* What the task requires
Your answer must be the lines from the one holding "thumb mcp: (262, 225)" through the final line of the entries below, copied exactly, with no pictures.

[Opening Provided information section]

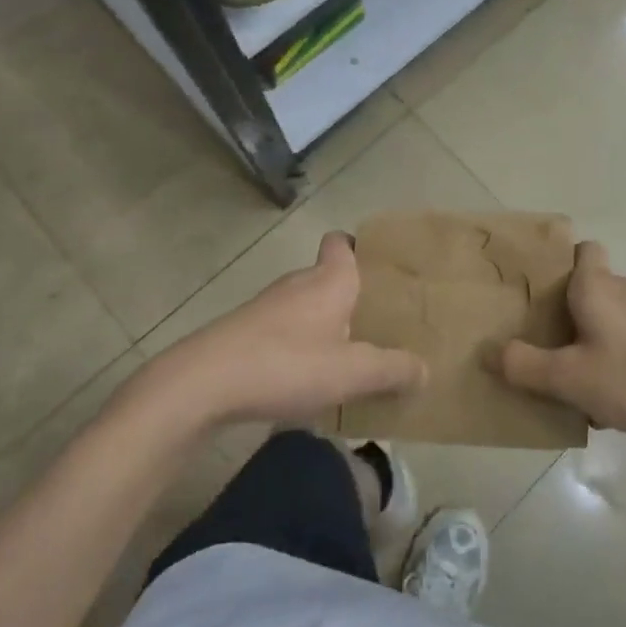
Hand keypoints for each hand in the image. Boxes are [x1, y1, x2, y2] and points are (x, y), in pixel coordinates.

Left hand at [134, 233, 425, 428]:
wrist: (201, 384)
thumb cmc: (286, 364)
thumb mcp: (351, 372)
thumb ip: (392, 370)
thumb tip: (424, 370)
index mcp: (329, 280)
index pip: (342, 242)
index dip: (359, 248)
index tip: (379, 270)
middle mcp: (298, 284)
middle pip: (329, 278)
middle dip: (352, 299)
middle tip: (379, 327)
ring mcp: (267, 308)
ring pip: (306, 307)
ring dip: (325, 327)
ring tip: (349, 360)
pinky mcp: (244, 334)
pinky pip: (283, 332)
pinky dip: (299, 348)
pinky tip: (306, 382)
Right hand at [488, 241, 625, 440]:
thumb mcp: (572, 378)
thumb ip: (527, 366)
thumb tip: (489, 352)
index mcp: (598, 286)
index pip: (583, 250)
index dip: (562, 262)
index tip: (542, 291)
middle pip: (592, 288)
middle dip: (570, 314)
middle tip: (548, 348)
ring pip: (615, 318)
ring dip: (597, 341)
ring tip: (582, 383)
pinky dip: (624, 359)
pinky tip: (622, 399)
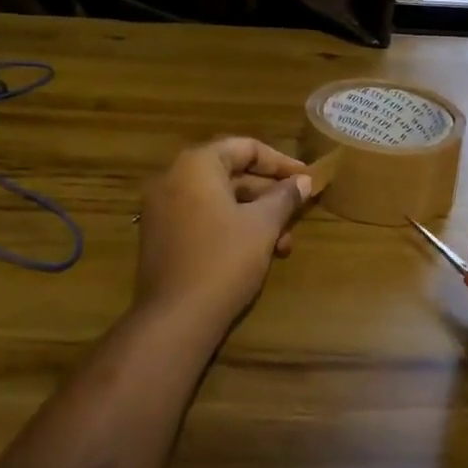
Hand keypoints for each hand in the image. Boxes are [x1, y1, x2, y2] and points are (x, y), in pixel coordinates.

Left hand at [135, 138, 312, 334]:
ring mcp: (162, 208)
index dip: (281, 162)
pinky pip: (202, 217)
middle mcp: (173, 177)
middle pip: (231, 173)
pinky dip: (231, 226)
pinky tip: (257, 253)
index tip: (307, 179)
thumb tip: (302, 182)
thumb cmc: (223, 260)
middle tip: (298, 212)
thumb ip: (284, 198)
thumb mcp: (262, 225)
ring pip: (219, 199)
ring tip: (284, 245)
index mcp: (196, 164)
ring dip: (254, 215)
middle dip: (269, 194)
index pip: (245, 148)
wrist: (174, 319)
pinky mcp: (160, 236)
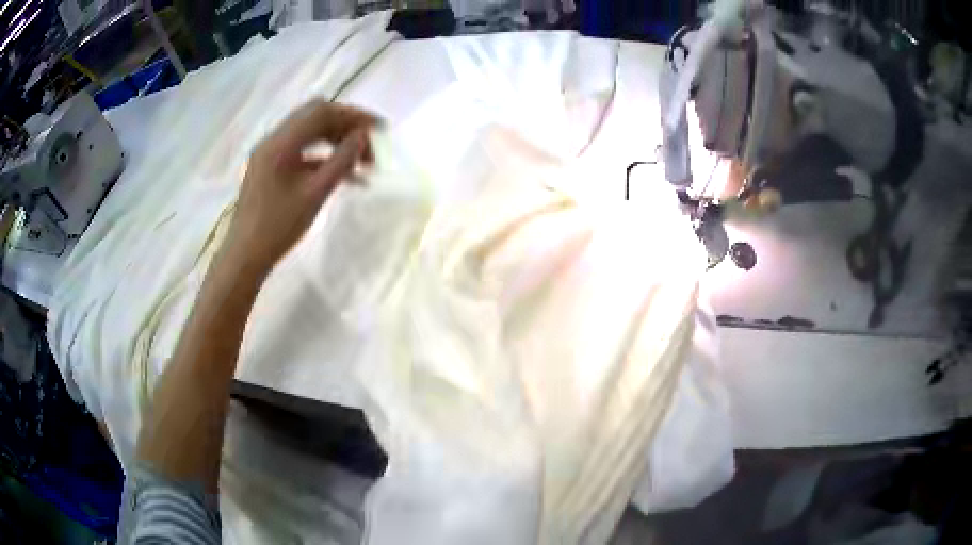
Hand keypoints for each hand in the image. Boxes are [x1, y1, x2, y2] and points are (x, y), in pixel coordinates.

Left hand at [224, 100, 378, 273]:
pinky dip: (323, 157)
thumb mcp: (315, 194)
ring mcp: (270, 153)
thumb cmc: (279, 227)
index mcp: (281, 142)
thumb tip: (362, 137)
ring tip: (362, 163)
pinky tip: (344, 175)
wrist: (246, 255)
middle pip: (316, 118)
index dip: (354, 115)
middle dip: (347, 127)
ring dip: (336, 141)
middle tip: (370, 146)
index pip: (322, 111)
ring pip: (310, 134)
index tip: (378, 129)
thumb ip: (341, 161)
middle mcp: (273, 140)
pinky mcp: (270, 167)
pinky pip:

[Closing Provided information section]

* Response area
thumb mcp: (262, 225)
ring pip: (219, 199)
ring tip: (284, 245)
index mcp: (196, 164)
ring dip: (254, 215)
middle dip: (269, 194)
index pip: (245, 148)
wrist: (174, 319)
pinky mcp: (160, 236)
Hand keypoints for each hand in the image. Boxes are [x1, y1, x2, y2] and points are (x, y), in pixel coordinates.

Left hand at [224, 100, 378, 273]:
pinky dip: (323, 157)
thumb mcp: (315, 194)
ring mcp: (270, 153)
thumb cmc: (279, 227)
index mcp: (281, 142)
thumb tip: (362, 137)
ring tip: (362, 163)
pinky tip: (344, 175)
wrist: (246, 255)
middle pip: (316, 118)
index dip: (354, 115)
middle dip: (347, 127)
ring dip: (336, 141)
middle tip: (370, 146)
index pip: (322, 111)
ring pip: (310, 134)
index tip: (378, 129)
thumb ip: (341, 161)
middle mcp: (273, 140)
pinky mcp: (270, 167)
pinky pip:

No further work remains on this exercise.